**What you need to do**
Report each line of the data that contains the string "connect".

[Stored items]
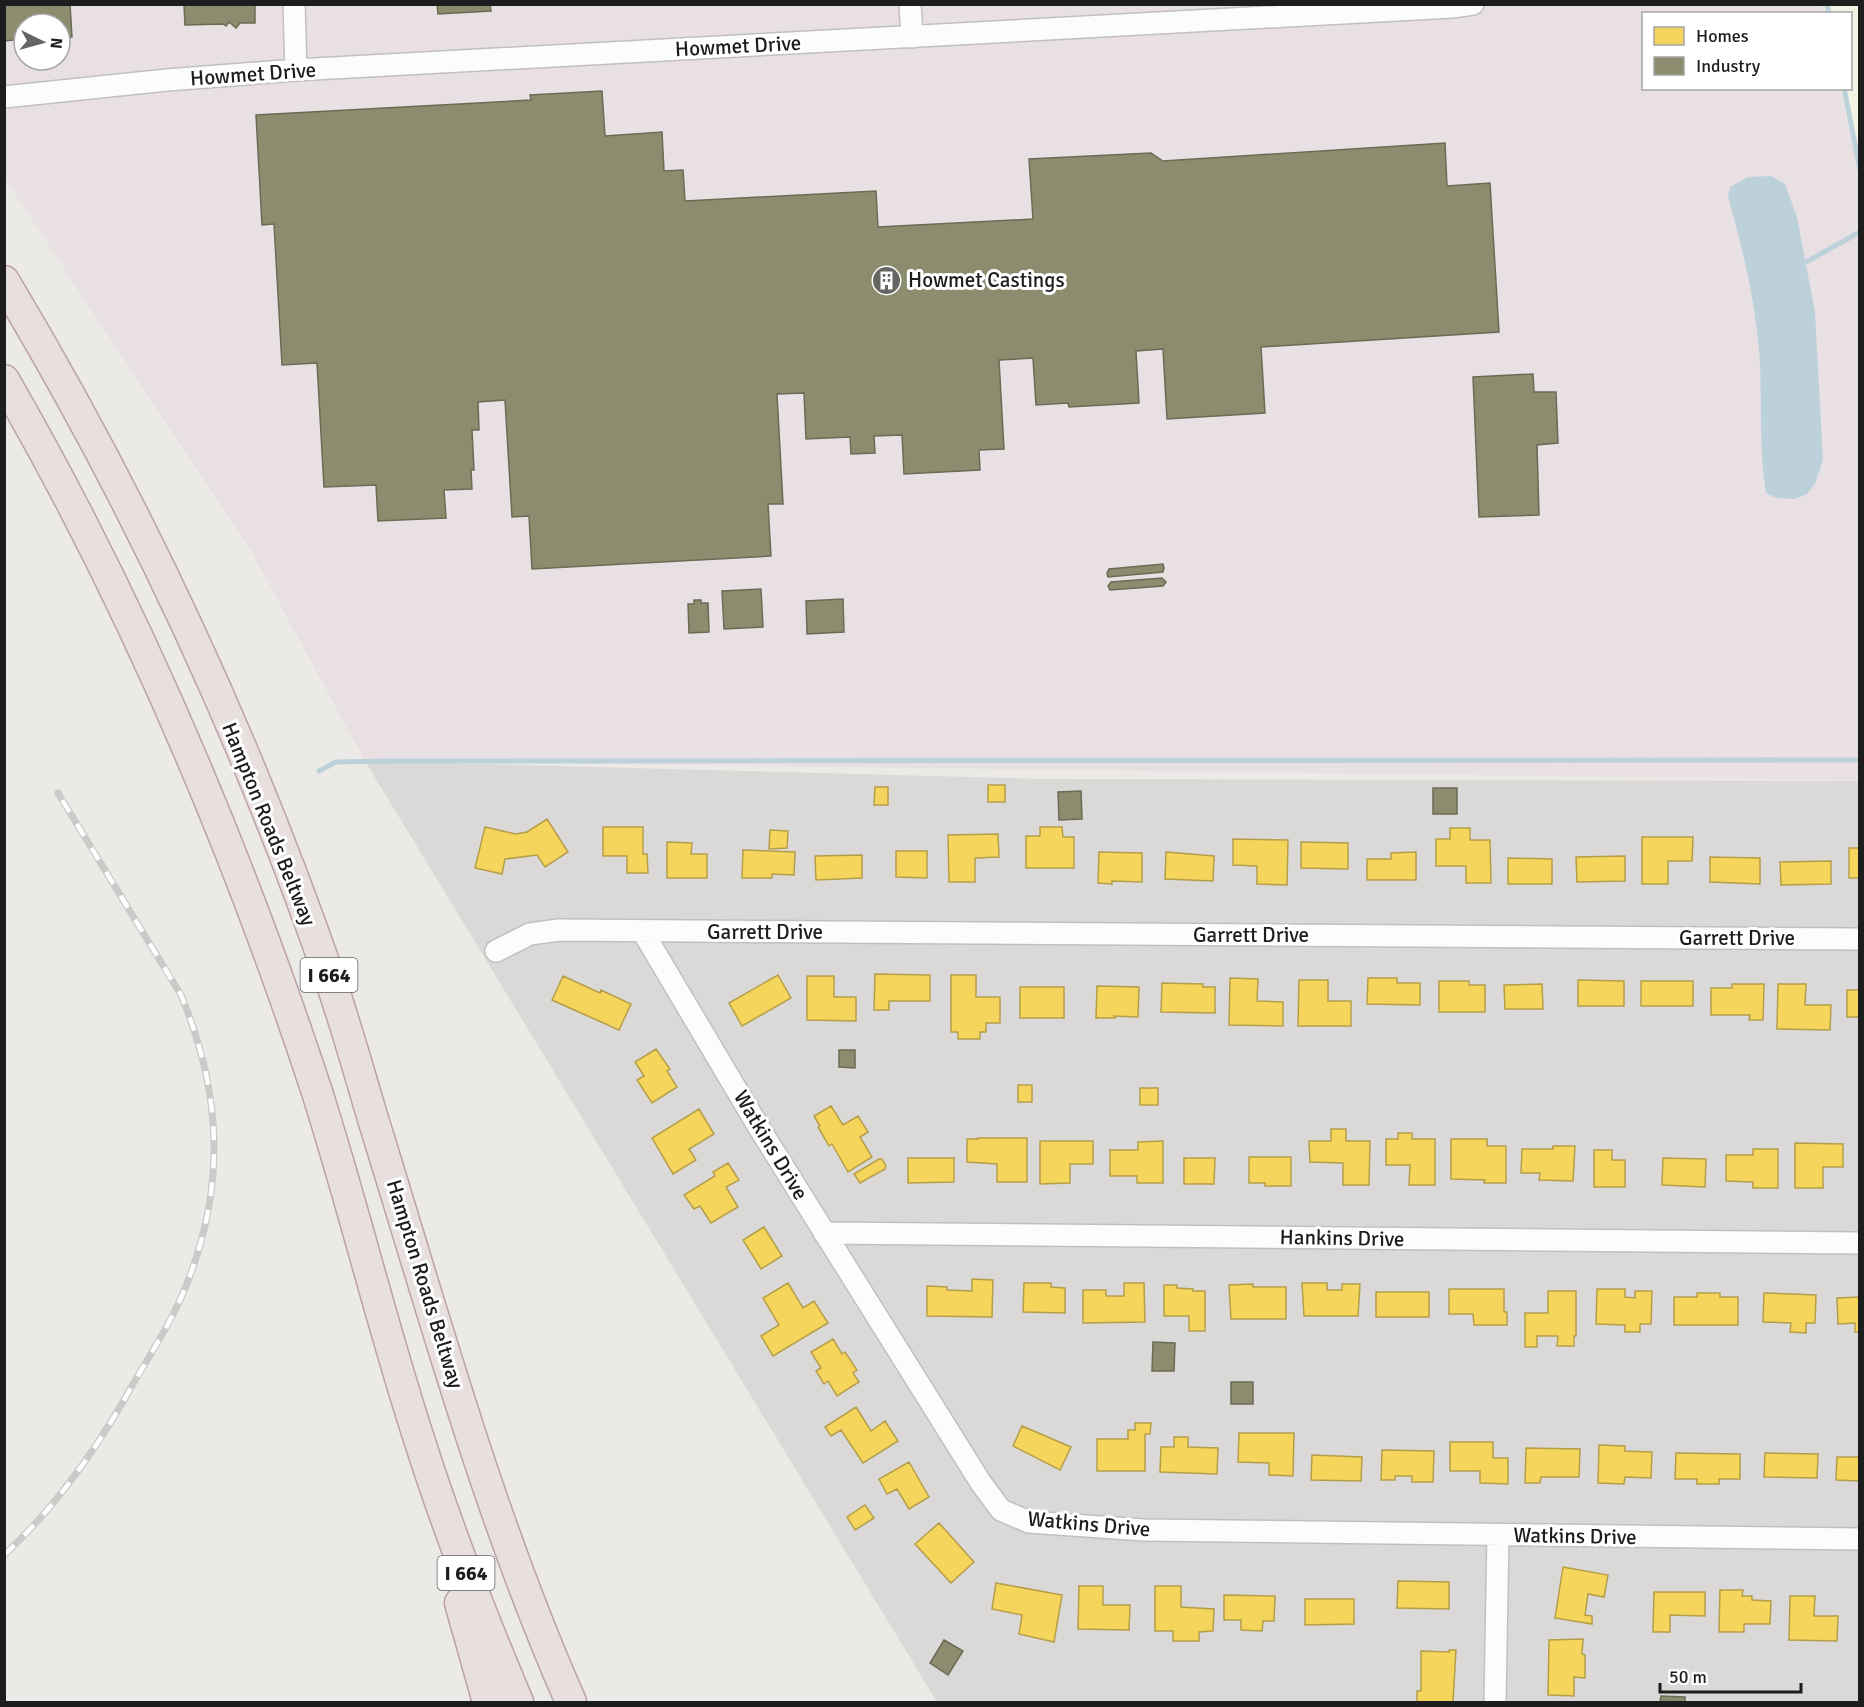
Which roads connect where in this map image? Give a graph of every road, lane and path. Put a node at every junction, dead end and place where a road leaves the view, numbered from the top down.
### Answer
1 (294, 4) edge
2 (910, 4) edge
3 (1473, 4) edge
4 (912, 37) junction
5 (296, 70) junction
6 (4, 97) edge
7 (4, 281) edge
8 (4, 380) edge
9 (643, 932) junction
10 (1860, 939) edge
11 (496, 951) dead end
12 (824, 1233) junction
13 (1860, 1243) edge
14 (420, 1443) junction
15 (1498, 1534) junction
16 (1860, 1539) edge
17 (488, 1702) edge
18 (518, 1702) edge
19 (571, 1702) edge
20 (1495, 1702) edge

1 - 5 street
2 - 4 street
3 - 4 street, Howmet Drive
4 - 5 street, Howmet Drive
5 - 6 street, Howmet Drive
7 - 19 highway, Hampton Roads Beltway / I 664
8 - 14 highway, I 664
9 - 10 street, Garrett Drive
9 - 11 street, Garrett Drive
9 - 12 street, Watkins Drive
12 - 13 street, Hankins Drive
12 - 15 street, Watkins Drive
14 - 17 highway
14 - 18 highway, I 664
15 - 16 street, Watkins Drive
15 - 20 street

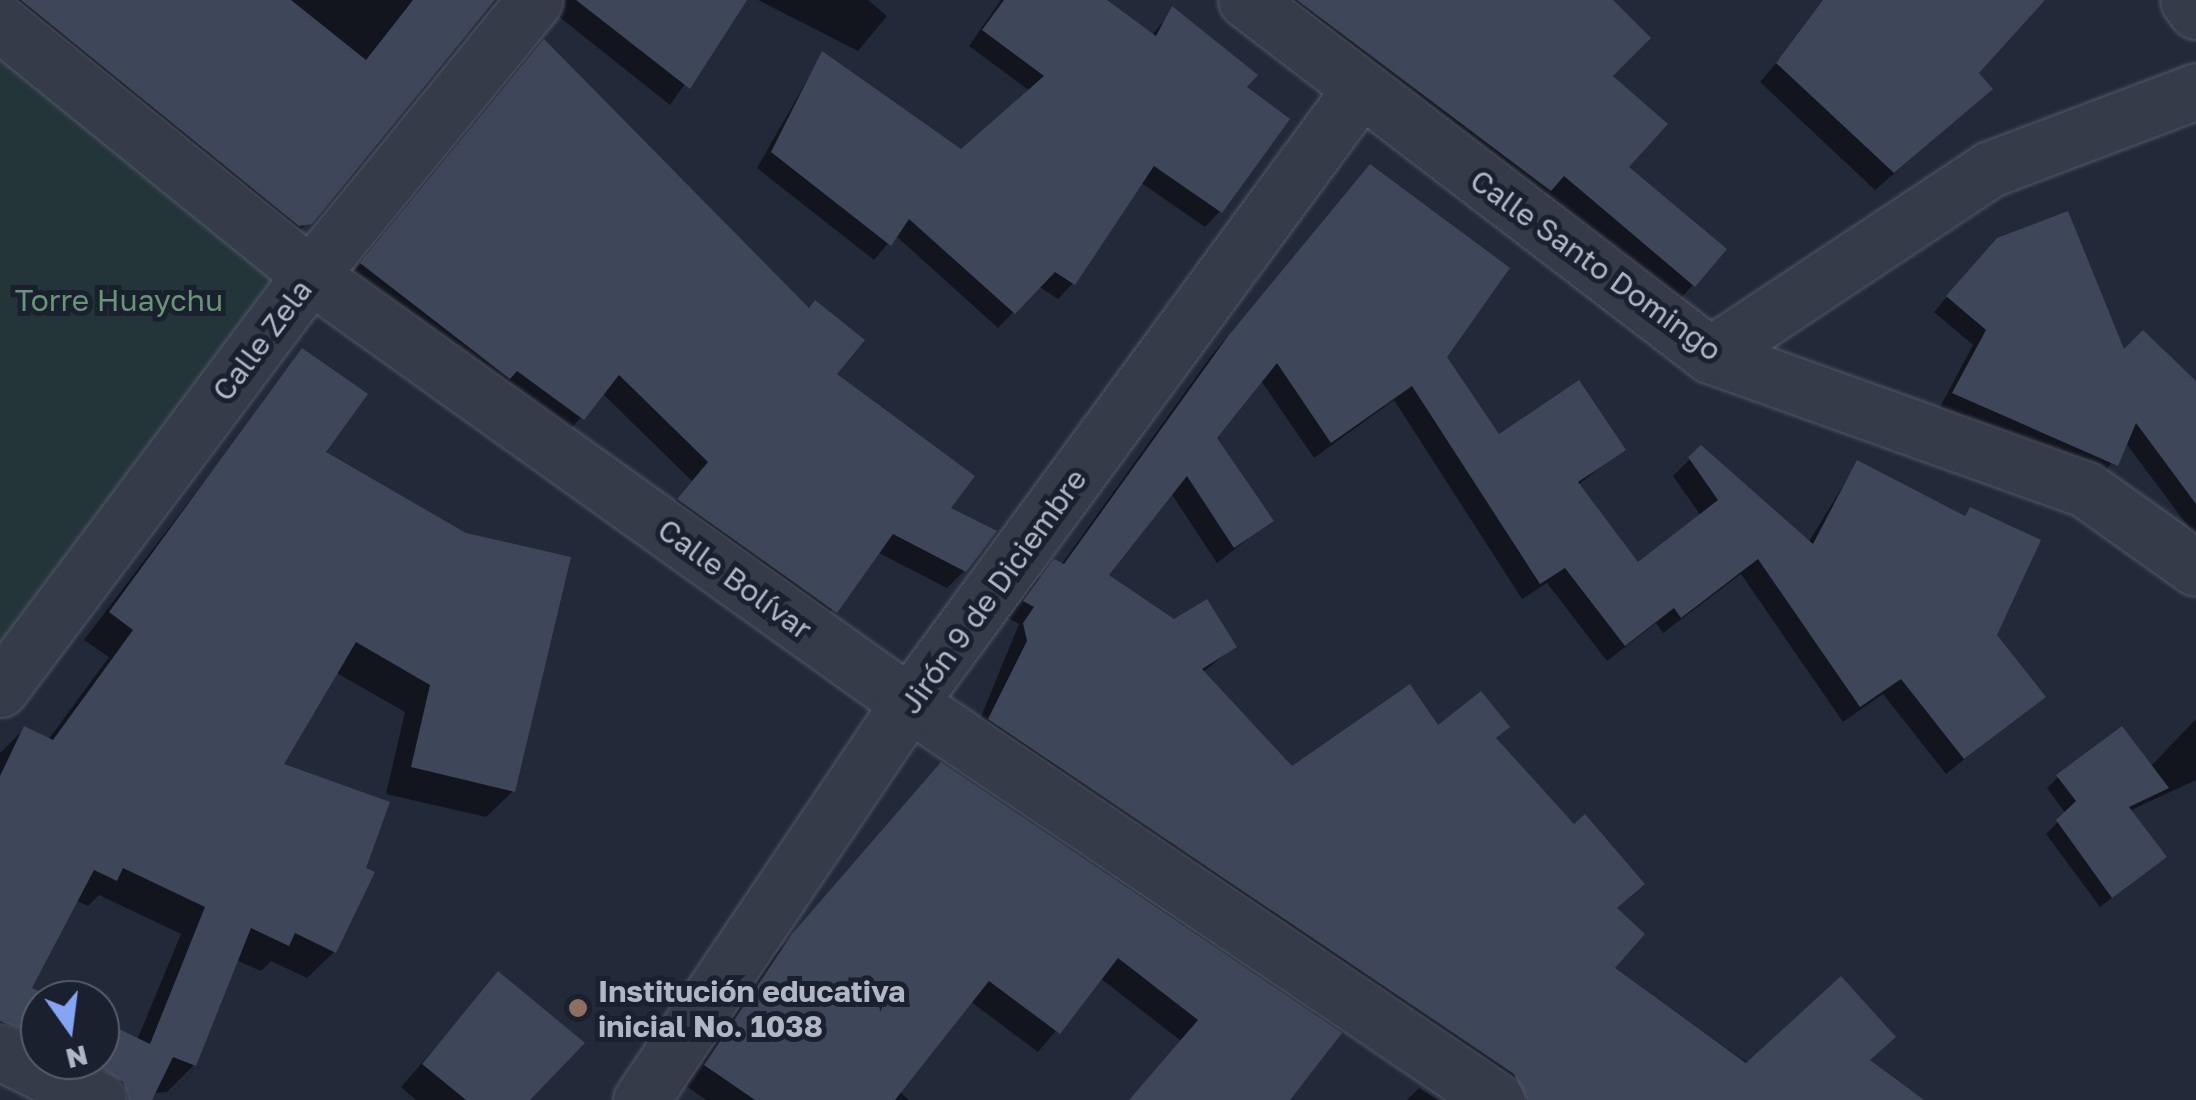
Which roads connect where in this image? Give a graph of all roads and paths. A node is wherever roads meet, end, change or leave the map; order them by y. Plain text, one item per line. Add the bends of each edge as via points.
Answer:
1 (534, 0) edge
2 (1246, 0) edge
3 (2188, 0) edge
4 (2196, 12) edge
5 (0, 23) edge
6 (1359, 91) junction
7 (2196, 91) edge
8 (310, 276) junction
9 (1710, 355) junction
10 (2196, 568) edge
11 (0, 688) edge
12 (909, 703) junction
13 (0, 1052) edge
14 (98, 1100) edge
15 (641, 1100) edge
16 (1496, 1100) edge

1 - 8 street, Calle Zela
2 - 6 street, Calle Santo Domingo
3 - 4 street
5 - 8 street, Calle Bolívar
6 - 9 street, Calle Santo Domingo
6 - 12 street, Jirón 9 de Diciembre
7 - 9 street via 1990,169
8 - 11 street, Calle Zela
8 - 12 street, Calle Bolívar
9 - 10 street, Calle Santo Domingo via 2084,489
12 - 15 street, Jirón 9 de Diciembre
12 - 16 street, Calle Bolívar
13 - 14 street

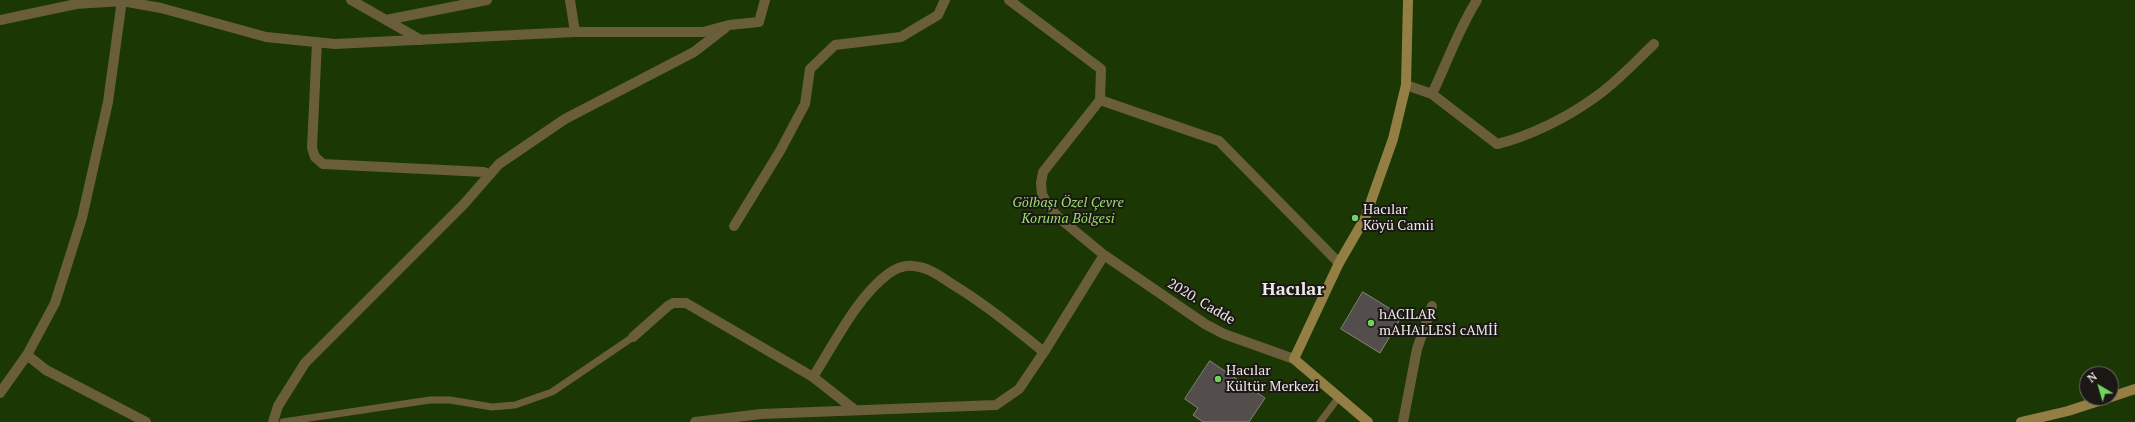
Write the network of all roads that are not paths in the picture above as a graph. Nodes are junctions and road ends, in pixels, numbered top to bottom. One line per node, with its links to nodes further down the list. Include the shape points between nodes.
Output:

**Exercise output**
Which roads connect where in this map image? Give a graph of every road, lane and path. Put a node at every junction, dead end and place where a road leaves the view, numbered from the top down.
Which roads connect where in this image? Give a graph of all roads and paths. A node is wherever roads meet, end, change or leave the map; order them by y. Plain text, one item per line. Add the bends of each edge as via points.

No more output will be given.